Context: The x86-64 instruction vmovaps
is designed to be used with the AVX registers on a Core i series processor (which I am running this system with). The AVX registers are twice as wide as the SSE ones (256 vs 128 bits respectively). Instruction vmovaps
should move a vector of aligned floating-point values (32-bits) into the specified ymm
register.
Likely Cause: The alignment of the source data is of particular importance, as incorrectly aligned data is a source for segmentation faults. However, even when I have aligned my data, I am encountering a segmentation fault myself.
segment .data
align 16
xs:
dd 0.0
dd 1.1
dd 2.2
dd 3.3
dd 4.4
dd 5.5
dd 6.6
dd 7.7
align 16
ys:
dd 8.8
dd 7.7
dd 6.6
dd 5.5
dd 4.4
dd 3.3
dd 2.2
dd 1.1
segment .text
global main
main:
push rbp
mov rbp, rsp
; Move eight 32-bit floats from "xs" into ymm0
vmovaps ymm0, [xs]
; Move eight 32-bit floats from "ys" into ymm1
vmovaps ymm1, [ys]
; Add all eight to each other simulatenously, put in ymm0
vaddps ymm0, ymm1
xor rax, rax
leave
ret
Compiled with: yasm -f elf64 -g dwarf2 <filename>
Linked with: gcc -o <bin-name> <filename>.o
When I run this with GDB, it simply reports it received a segmentation fault signal on the first vmovaps
instruction. I have checked documentation on alignment and I think it is all correct. For what its worth, I am running and executing this on a i5 8600K.

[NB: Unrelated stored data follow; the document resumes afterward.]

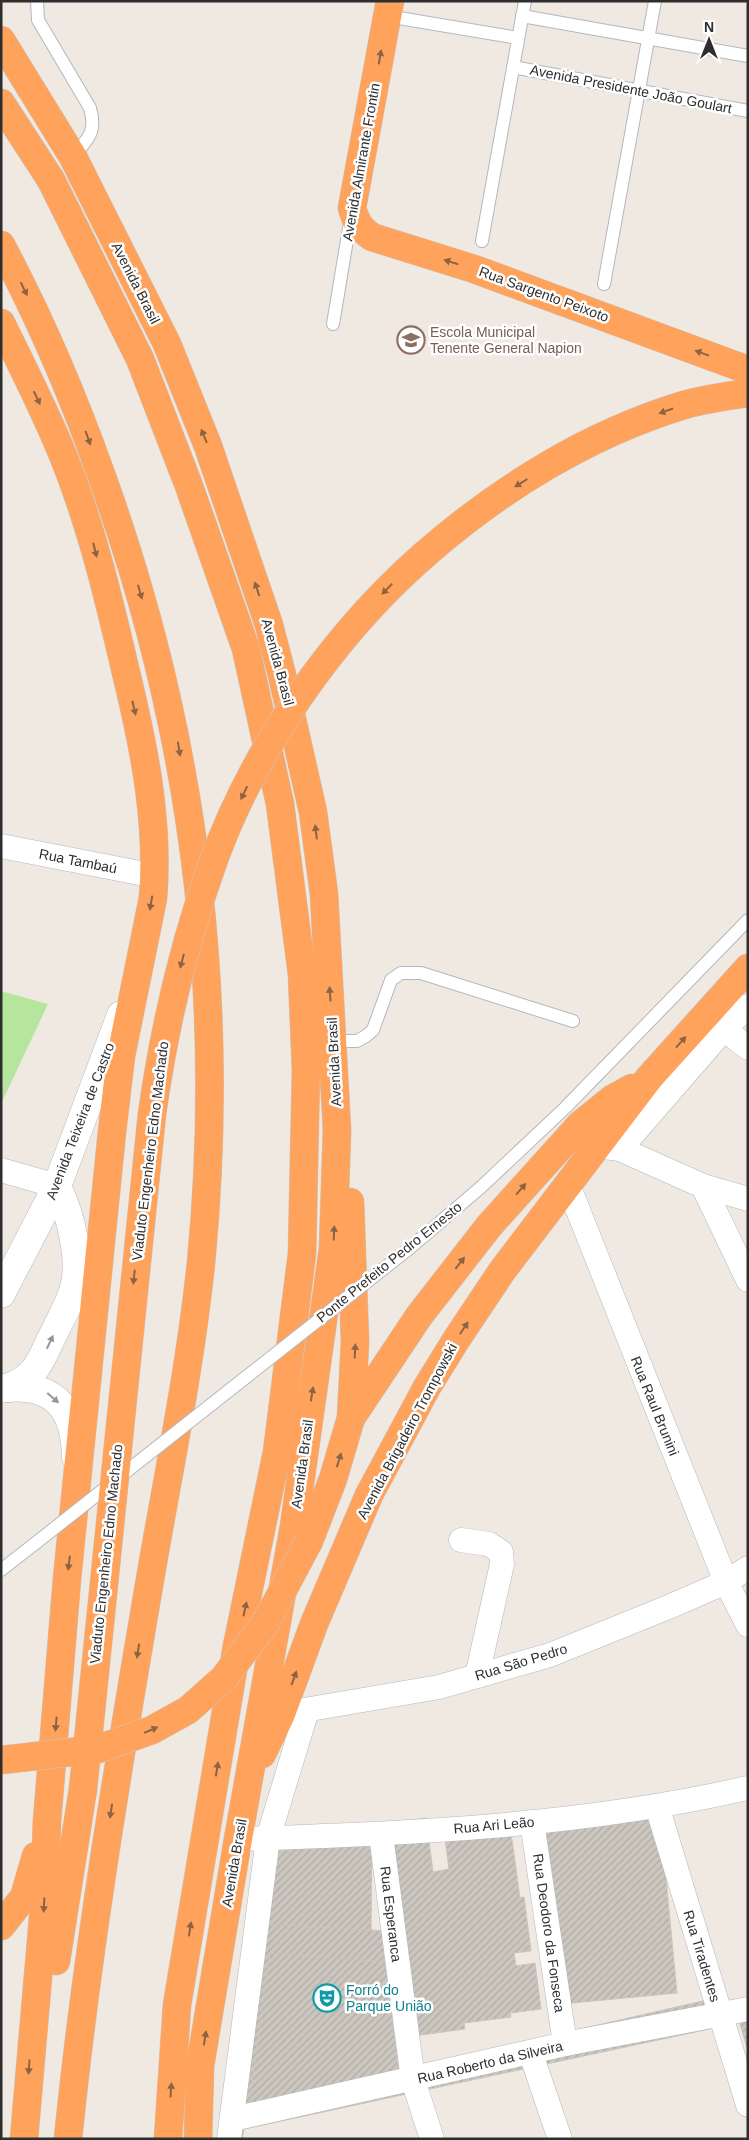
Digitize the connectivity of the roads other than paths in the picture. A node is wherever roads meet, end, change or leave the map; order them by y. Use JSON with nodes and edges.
{"nodes":[{"id":1,"x":37,"y":1,"type":"edge"},
{"id":2,"x":525,"y":1,"type":"edge"},
{"id":3,"x":655,"y":1,"type":"edge"},
{"id":4,"x":388,"y":9,"type":"edge"},
{"id":5,"x":522,"y":16,"type":"junction"},
{"id":6,"x":518,"y":38,"type":"junction"},
{"id":7,"x":648,"y":38,"type":"junction"},
{"id":8,"x":1,"y":40,"type":"edge"},
{"id":9,"x":748,"y":56,"type":"edge"},
{"id":10,"x":513,"y":67,"type":"junction"},
{"id":11,"x":639,"y":90,"type":"junction"},
{"id":12,"x":1,"y":103,"type":"edge"},
{"id":13,"x":748,"y":111,"type":"edge"},
{"id":14,"x":72,"y":157,"type":"junction"},
{"id":15,"x":352,"y":208,"type":"junction"},
{"id":16,"x":482,"y":241,"type":"dead end"},
{"id":17,"x":1,"y":245,"type":"edge"},
{"id":18,"x":604,"y":284,"type":"dead end"},
{"id":19,"x":1,"y":323,"type":"edge"},
{"id":20,"x":333,"y":324,"type":"dead end"},
{"id":21,"x":12,"y":363,"type":"edge"},
{"id":22,"x":748,"y":370,"type":"edge"},
{"id":23,"x":748,"y":393,"type":"edge"},
{"id":24,"x":1,"y":846,"type":"edge"},
{"id":25,"x":155,"y":876,"type":"junction"},
{"id":26,"x":748,"y":920,"type":"edge"},
{"id":27,"x":138,"y":972,"type":"junction"},
{"id":28,"x":745,"y":975,"type":"edge"},
{"id":29,"x":748,"y":1006,"type":"edge"},
{"id":30,"x":573,"y":1021,"type":"dead end"},
{"id":31,"x":724,"y":1029,"type":"junction"},
{"id":32,"x":333,"y":1041,"type":"junction"},
{"id":33,"x":748,"y":1048,"type":"edge"},
{"id":34,"x":649,"y":1078,"type":"junction"},
{"id":35,"x":337,"y":1130,"type":"junction"},
{"id":36,"x":608,"y":1147,"type":"junction"},
{"id":37,"x":1,"y":1170,"type":"edge"},
{"id":38,"x":568,"y":1185,"type":"junction"},
{"id":39,"x":57,"y":1186,"type":"junction"},
{"id":40,"x":704,"y":1186,"type":"junction"},
{"id":41,"x":748,"y":1199,"type":"edge"},
{"id":42,"x":23,"y":1251,"type":"junction"},
{"id":43,"x":75,"y":1275,"type":"junction"},
{"id":44,"x":748,"y":1280,"type":"edge"},
{"id":45,"x":1,"y":1294,"type":"edge"},
{"id":46,"x":4,"y":1389,"type":"edge"},
{"id":47,"x":351,"y":1418,"type":"junction"},
{"id":48,"x":77,"y":1497,"type":"junction"},
{"id":49,"x":461,"y":1540,"type":"dead end"},
{"id":50,"x":748,"y":1568,"type":"edge"},
{"id":51,"x":1,"y":1570,"type":"edge"},
{"id":52,"x":726,"y":1582,"type":"junction"},
{"id":53,"x":748,"y":1626,"type":"edge"},
{"id":54,"x":478,"y":1676,"type":"junction"},
{"id":55,"x":294,"y":1712,"type":"junction"},
{"id":56,"x":1,"y":1760,"type":"edge"},
{"id":57,"x":748,"y":1788,"type":"edge"},
{"id":58,"x":82,"y":1797,"type":"junction"},
{"id":59,"x":657,"y":1806,"type":"junction"},
{"id":60,"x":47,"y":1821,"type":"junction"},
{"id":61,"x":532,"y":1822,"type":"junction"},
{"id":62,"x":239,"y":1831,"type":"junction"},
{"id":63,"x":381,"y":1835,"type":"junction"},
{"id":64,"x":268,"y":1838,"type":"junction"},
{"id":65,"x":1,"y":1926,"type":"edge"},
{"id":66,"x":748,"y":2008,"type":"edge"},
{"id":67,"x":719,"y":2012,"type":"junction"},
{"id":68,"x":565,"y":2044,"type":"junction"},
{"id":69,"x":531,"y":2054,"type":"junction"},
{"id":70,"x":412,"y":2080,"type":"junction"},
{"id":71,"x":748,"y":2105,"type":"edge"},
{"id":72,"x":231,"y":2129,"type":"edge"},
{"id":73,"x":24,"y":2139,"type":"edge"},
{"id":74,"x":40,"y":2139,"type":"edge"},
{"id":75,"x":52,"y":2139,"type":"edge"},
{"id":76,"x":68,"y":2139,"type":"edge"},
{"id":77,"x":168,"y":2139,"type":"edge"},
{"id":78,"x":198,"y":2139,"type":"edge"},
{"id":79,"x":432,"y":2139,"type":"edge"},
{"id":80,"x":560,"y":2139,"type":"edge"}],
"edges":[{"from":1,"to":14,"type":"lane"},
{"from":2,"to":5,"type":"lane","name":"Avenida Presidente João Goulart"},
{"from":3,"to":7,"type":"lane"},
{"from":4,"to":6,"type":"lane"},
{"from":15,"to":4,"type":"highway","name":"Avenida Almirante Frontin","one_way":true},
{"from":5,"to":6,"type":"lane","name":"Avenida Presidente João Goulart"},
{"from":5,"to":7,"type":"lane"},
{"from":6,"to":10,"type":"lane","name":"Avenida Presidente João Goulart"},
{"from":7,"to":9,"type":"lane"},
{"from":7,"to":11,"type":"lane"},
{"from":8,"to":14,"type":"highway","name":"Avenida Brasil"},
{"from":10,"to":11,"type":"lane","name":"Avenida Presidente João Goulart"},
{"from":10,"to":16,"type":"lane"},
{"from":11,"to":13,"type":"lane","name":"Avenida Presidente João Goulart"},
{"from":11,"to":18,"type":"lane"},
{"from":77,"to":12,"type":"highway","name":"Avenida Brasil","one_way":true},
{"from":32,"to":14,"type":"highway","name":"Avenida Brasil","one_way":true},
{"from":15,"to":20,"type":"lane","name":"Avenida Almirante Frontin"},
{"from":22,"to":15,"type":"highway","name":"Rua Sargento Peixoto","one_way":true},
{"from":17,"to":76,"type":"highway","one_way":true},
{"from":19,"to":21,"type":"highway"},
{"from":21,"to":25,"type":"highway","one_way":true},
{"from":23,"to":58,"type":"highway","name":"Viaduto Engenheiro Edno Machado","one_way":true,"bridge":true},
{"from":24,"to":25,"type":"street","name":"Rua Tambaú"},
{"from":25,"to":27,"type":"highway","one_way":true},
{"from":26,"to":51,"type":"lane","name":"Ponte Prefeito Pedro Ernesto","bridge":true},
{"from":27,"to":39,"type":"street","name":"Avenida Teixeira de Castro"},
{"from":27,"to":48,"type":"highway"},
{"from":34,"to":28,"type":"highway","name":"Avenida Brigadeiro Trompowski","one_way":true},
{"from":29,"to":31,"type":"street"},
{"from":30,"to":32,"type":"lane"},
{"from":31,"to":33,"type":"street"},
{"from":31,"to":36,"type":"street"},
{"from":32,"to":35,"type":"highway","name":"Avenida Brasil"},
{"from":34,"to":36,"type":"highway","name":"Avenida Brigadeiro Trompowski"},
{"from":47,"to":34,"type":"highway","one_way":true},
{"from":47,"to":35,"type":"highway","one_way":true},
{"from":62,"to":35,"type":"highway","name":"Avenida Brasil","one_way":true},
{"from":36,"to":38,"type":"highway","name":"Avenida Brigadeiro Trompowski"},
{"from":36,"to":40,"type":"street"},
{"from":37,"to":39,"type":"street"},
{"from":38,"to":52,"type":"street","name":"Rua Raul Brunini"},
{"from":55,"to":38,"type":"highway","name":"Avenida Brigadeiro Trompowski","one_way":true},
{"from":39,"to":42,"type":"street","name":"Avenida Teixeira de Castro"},
{"from":39,"to":43,"type":"street"},
{"from":40,"to":41,"type":"street"},
{"from":40,"to":44,"type":"street"},
{"from":42,"to":43,"type":"street"},
{"from":42,"to":45,"type":"street","name":"Avenida Teixeira de Castro"},
{"from":46,"to":43,"type":"street","one_way":true},
{"from":46,"to":48,"type":"street","one_way":true},
{"from":56,"to":47,"type":"highway","one_way":true,"bridge":true},
{"from":48,"to":60,"type":"highway","one_way":true},
{"from":49,"to":54,"type":"street"},
{"from":50,"to":52,"type":"street","name":"Rua São Pedro"},
{"from":52,"to":53,"type":"street","name":"Rua Raul Brunini"},
{"from":52,"to":54,"type":"street","name":"Rua São Pedro"},
{"from":54,"to":55,"type":"street","name":"Rua São Pedro"},
{"from":55,"to":62,"type":"highway","name":"Avenida Brigadeiro Trompowski"},
{"from":55,"to":64,"type":"street"},
{"from":57,"to":59,"type":"street","name":"Rua Ari Leão"},
{"from":58,"to":74,"type":"highway"},
{"from":58,"to":75,"type":"highway"},
{"from":59,"to":61,"type":"street","name":"Rua Ari Leão"},
{"from":59,"to":67,"type":"street","name":"Rua Tiradentes"},
{"from":60,"to":65,"type":"highway"},
{"from":60,"to":73,"type":"highway","one_way":true},
{"from":61,"to":63,"type":"street","name":"Rua Ari Leão"},
{"from":61,"to":68,"type":"street","name":"Rua Deodoro da Fonseca"},
{"from":62,"to":64,"type":"street","name":"Rua Ari Leão"},
{"from":78,"to":62,"type":"highway","name":"Avenida Brasil","one_way":true},
{"from":63,"to":64,"type":"street","name":"Rua Ari Leão"},
{"from":63,"to":70,"type":"street","name":"Rua Esperanca"},
{"from":64,"to":72,"type":"street"},
{"from":66,"to":67,"type":"street","name":"Rua Roberto da Silveira"},
{"from":67,"to":68,"type":"street","name":"Rua Roberto da Silveira"},
{"from":67,"to":71,"type":"street","name":"Rua Tiradentes"},
{"from":68,"to":69,"type":"street","name":"Rua Roberto da Silveira"},
{"from":69,"to":70,"type":"street","name":"Rua Roberto da Silveira"},
{"from":69,"to":80,"type":"street"},
{"from":70,"to":72,"type":"street","name":"Rua Roberto da Silveira"},
{"from":70,"to":79,"type":"street","name":"Rua Esperanca"}]}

I've also looked at this similar question. However I can't really apply the answer to his problem to mine (something to do with his inline assembly). If anyone could weight in on this I'd be grateful!
vmovaps
with ymm0
operand requires 32 byte alignment. To quote the manual:
When the source or destination operand is a memory operand, the operand must be aligned on a 16-byte (128-bit version), 32-byte (VEX.256 encoded version) or 64-byte (EVEX.512 encoded version) boundary or a general-protection exception (#GP) will be generated. For EVEX.512 encoded versions, the operand must be aligned to the size of the memory operand.
(emphasis added). Linux delivers SIGSEGV to processes that cause a #GP exception.
Thus, you should change align 16
to align 32
for your static array of dd
elements
Or use vmovups
unaligned loads, and let the hardware handle it; same speed on data that happens to be aligned, and on most CPUs also for loads/stores that don't split across a cache-line boundary.
Related: How to solve the 32-byte-alignment issue for AVX load/store operations? for C and C++ ways of aligning things, including arrays in automatic (stack) or dynamic storage.